さよなら最後の「元JAS」機 消えた三大航空会社の一翼 どう成長しJALへ統合されたのか

JALのボーイング777退役で、元「JAS」の機体も姿を消しました。かつてJALとANAに次いで日本の三大航空会社とされた「TDA」、後の「JAS」は、ユニークな側面をもつことで知られました、どう成立、成長し、なぜJALへ統合されたのでしょうか。

TDAがぐんぐん成長していくまで

 こうして設立されたTDAですが、国策航空会社であったJAL、国内線の充実により成長期にあったANA(全日空)とは、その規模や知名度で大きく引き離されており、当初はやはり2大巨頭に対する「その他の航空会社」という位置づけにあったといえるでしょう。しかし、転機は早速訪れます。

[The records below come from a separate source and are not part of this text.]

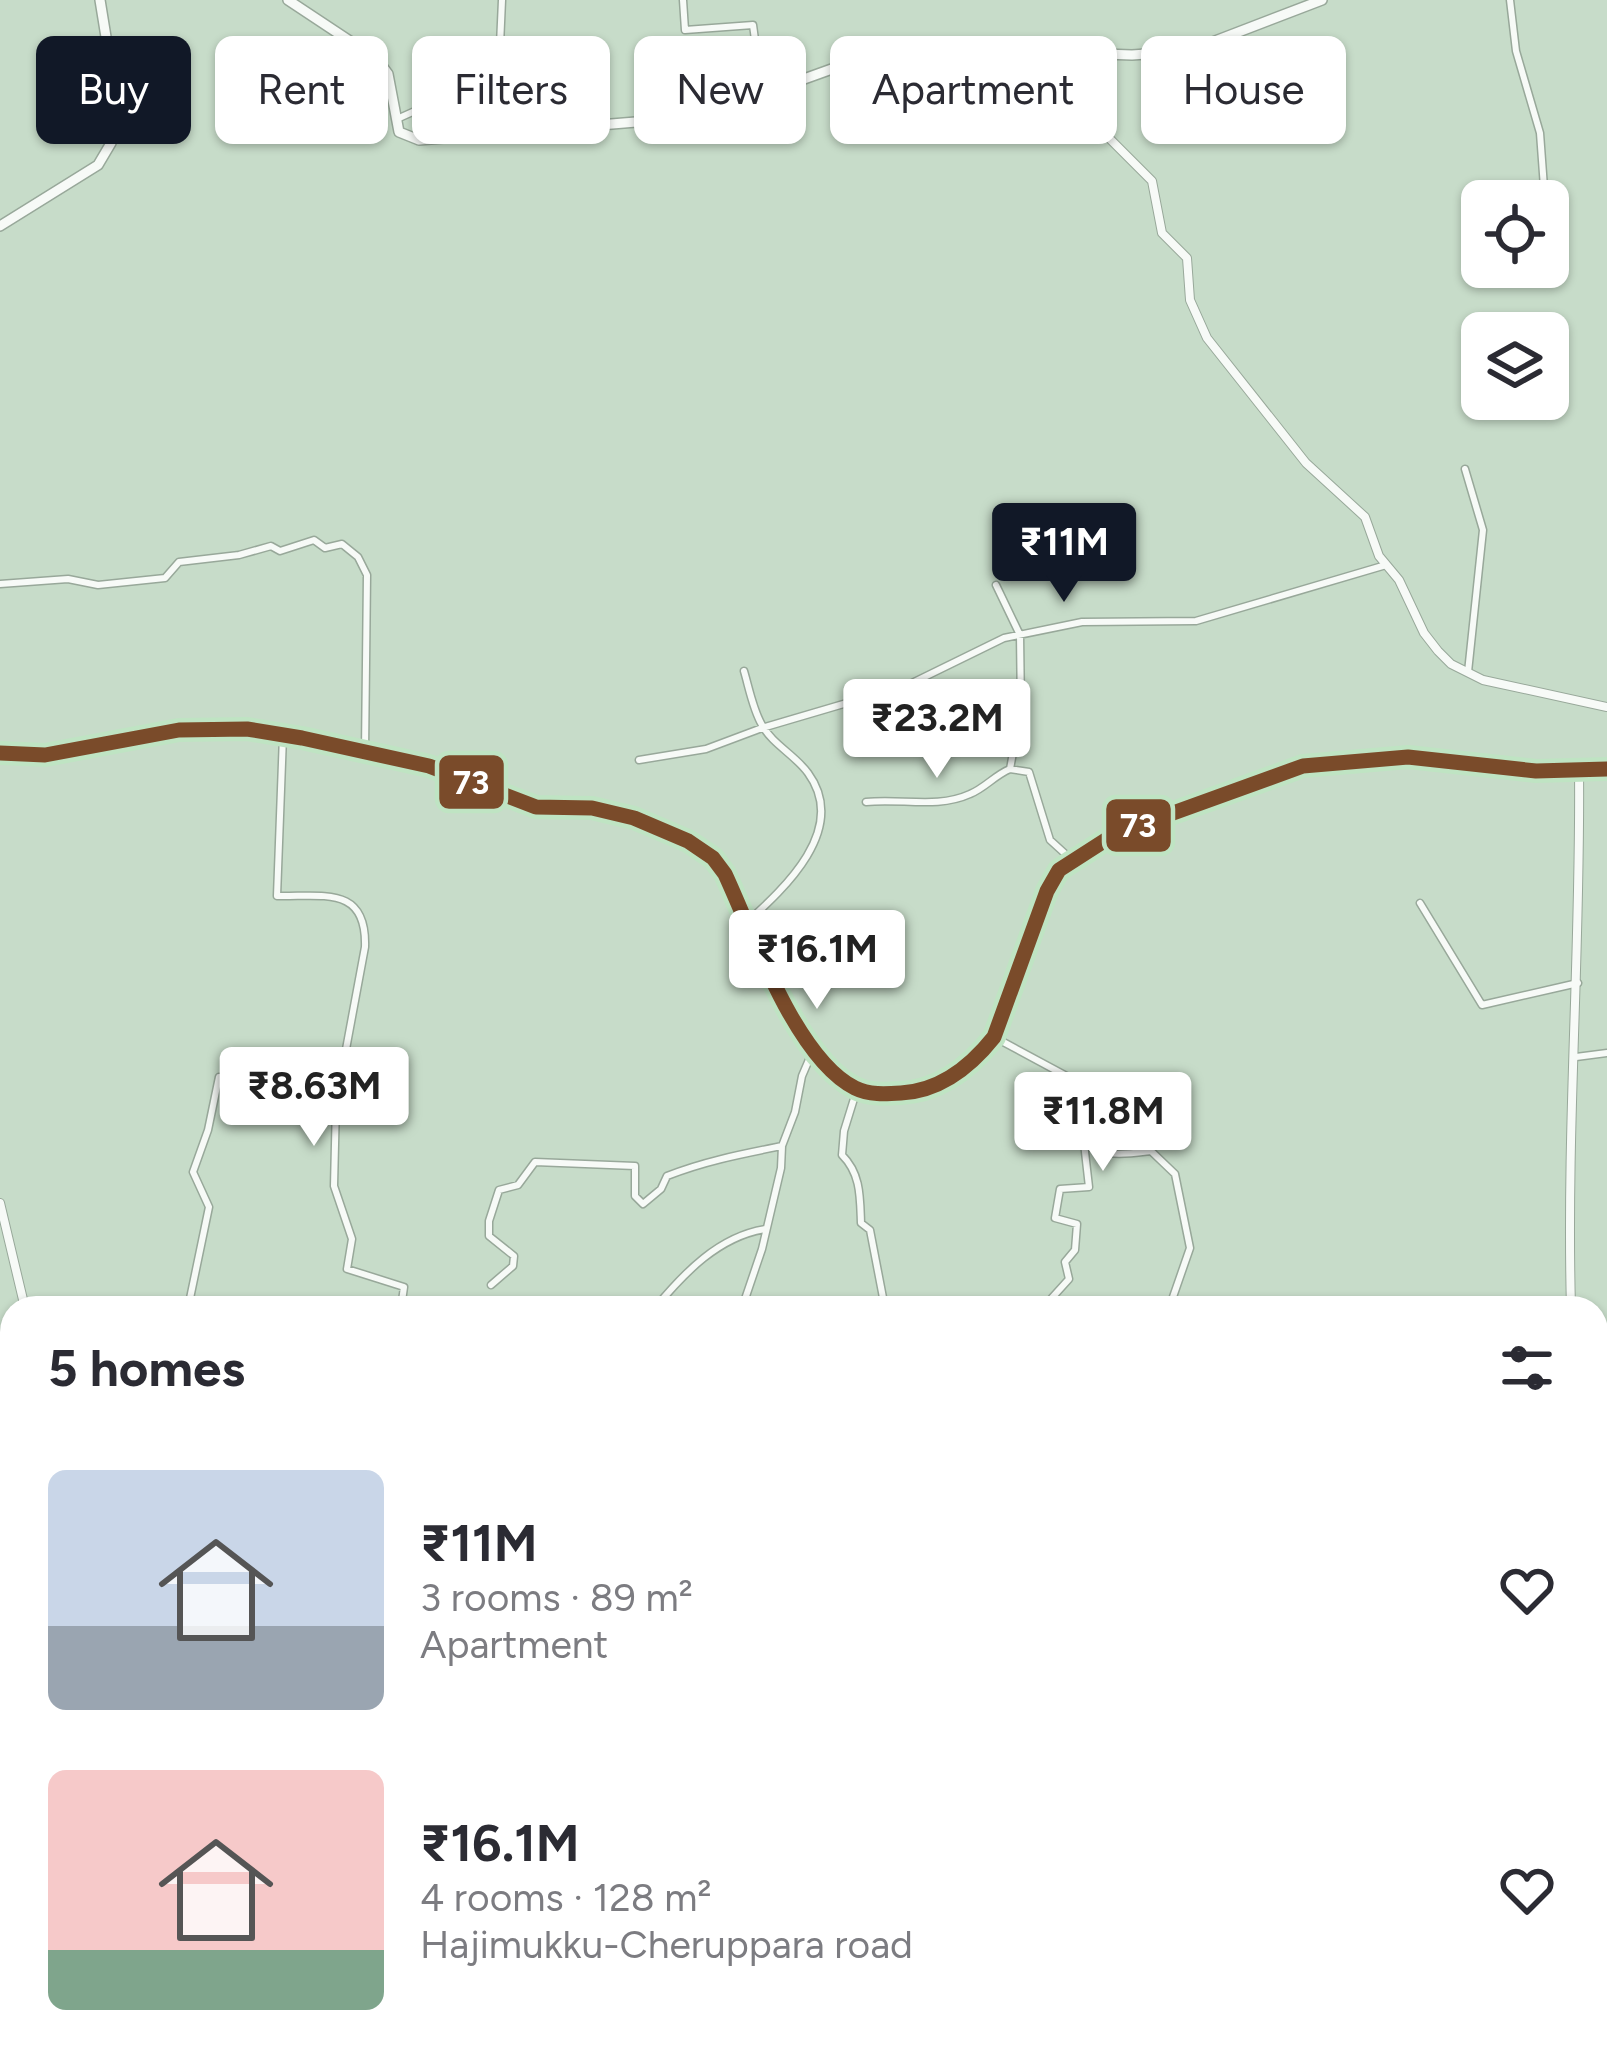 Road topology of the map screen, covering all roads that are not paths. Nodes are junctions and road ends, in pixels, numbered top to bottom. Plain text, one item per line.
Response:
1 (100, 0) edge
2 (288, 0) edge
3 (502, 0) edge
4 (683, 0) edge
5 (1322, 0) edge
6 (1510, 0) edge
7 (754, 36) edge
8 (1117, 54) edge
9 (394, 121) junction
10 (634, 124) edge
11 (1115, 144) edge
12 (1543, 180) edge
13 (0, 226) edge
14 (1465, 469) dead end
15 (1386, 565) junction
16 (0, 584) edge
17 (995, 585) dead end
18 (1020, 635) junction
19 (744, 671) dead end
20 (1468, 674) junction
21 (1607, 707) edge
22 (762, 728) junction
23 (283, 736) junction
24 (365, 751) junction
25 (0, 753) edge
26 (639, 760) dead end
27 (1010, 769) junction
28 (1580, 769) junction
29 (1607, 769) edge
30 (866, 802) dead end
31 (1072, 860) junction
32 (1420, 903) dead end
33 (746, 923) junction
34 (1578, 983) junction
35 (994, 1037) junction
36 (814, 1048) junction
37 (1607, 1053) edge
38 (1576, 1057) junction
39 (219, 1077) dead end
40 (857, 1089) junction
41 (1083, 1128) junction
42 (782, 1146) junction
43 (0, 1203) edge
44 (766, 1229) junction
45 (491, 1285) dead end
46 (22, 1296) edge
47 (190, 1296) edge
48 (402, 1296) edge
49 (666, 1296) edge
50 (746, 1296) edge
51 (883, 1296) edge
52 (1054, 1296) edge
53 (1172, 1296) edge
54 (1571, 1296) edge

1 - 13 main road
2 - 9 main road
3 - 9 street
4 - 7 street
5 - 8 main road
6 - 12 street
9 - 10 main road
11 - 15 street
14 - 20 street
15 - 18 street
15 - 20 street
16 - 24 street
17 - 18 street
18 - 22 street
18 - 27 street
19 - 22 street
20 - 21 street
22 - 26 street
22 - 33 street
23 - 24 main road
23 - 25 main road
23 - 48 street
24 - 33 main road
27 - 30 street
27 - 31 street
28 - 29 main road
28 - 31 main road
28 - 34 street
31 - 35 main road
32 - 34 street
33 - 36 main road
34 - 38 street
35 - 40 main road
35 - 41 street
36 - 40 main road
36 - 42 street
37 - 38 street
38 - 54 street
39 - 47 street
40 - 51 street
41 - 52 street
41 - 53 street
42 - 44 street
42 - 45 street
43 - 46 street
44 - 49 street
44 - 50 street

 1972(昭和47)年に、国内航空会社3社の指針を決めることとなる政策「45・47体制」で、TDAは将来的に幹線へ参入するために準備を進めつつ、当面のあいだはローカル線を担当する、とされました。なおJALは国際線と国内幹線、ANAは国内幹線とローカル線を担当するといった位置づけでした。つまり、このときJAL、ANAには及ばないながらも、「国内第3の航空会社」へのスタートを切ったといえます。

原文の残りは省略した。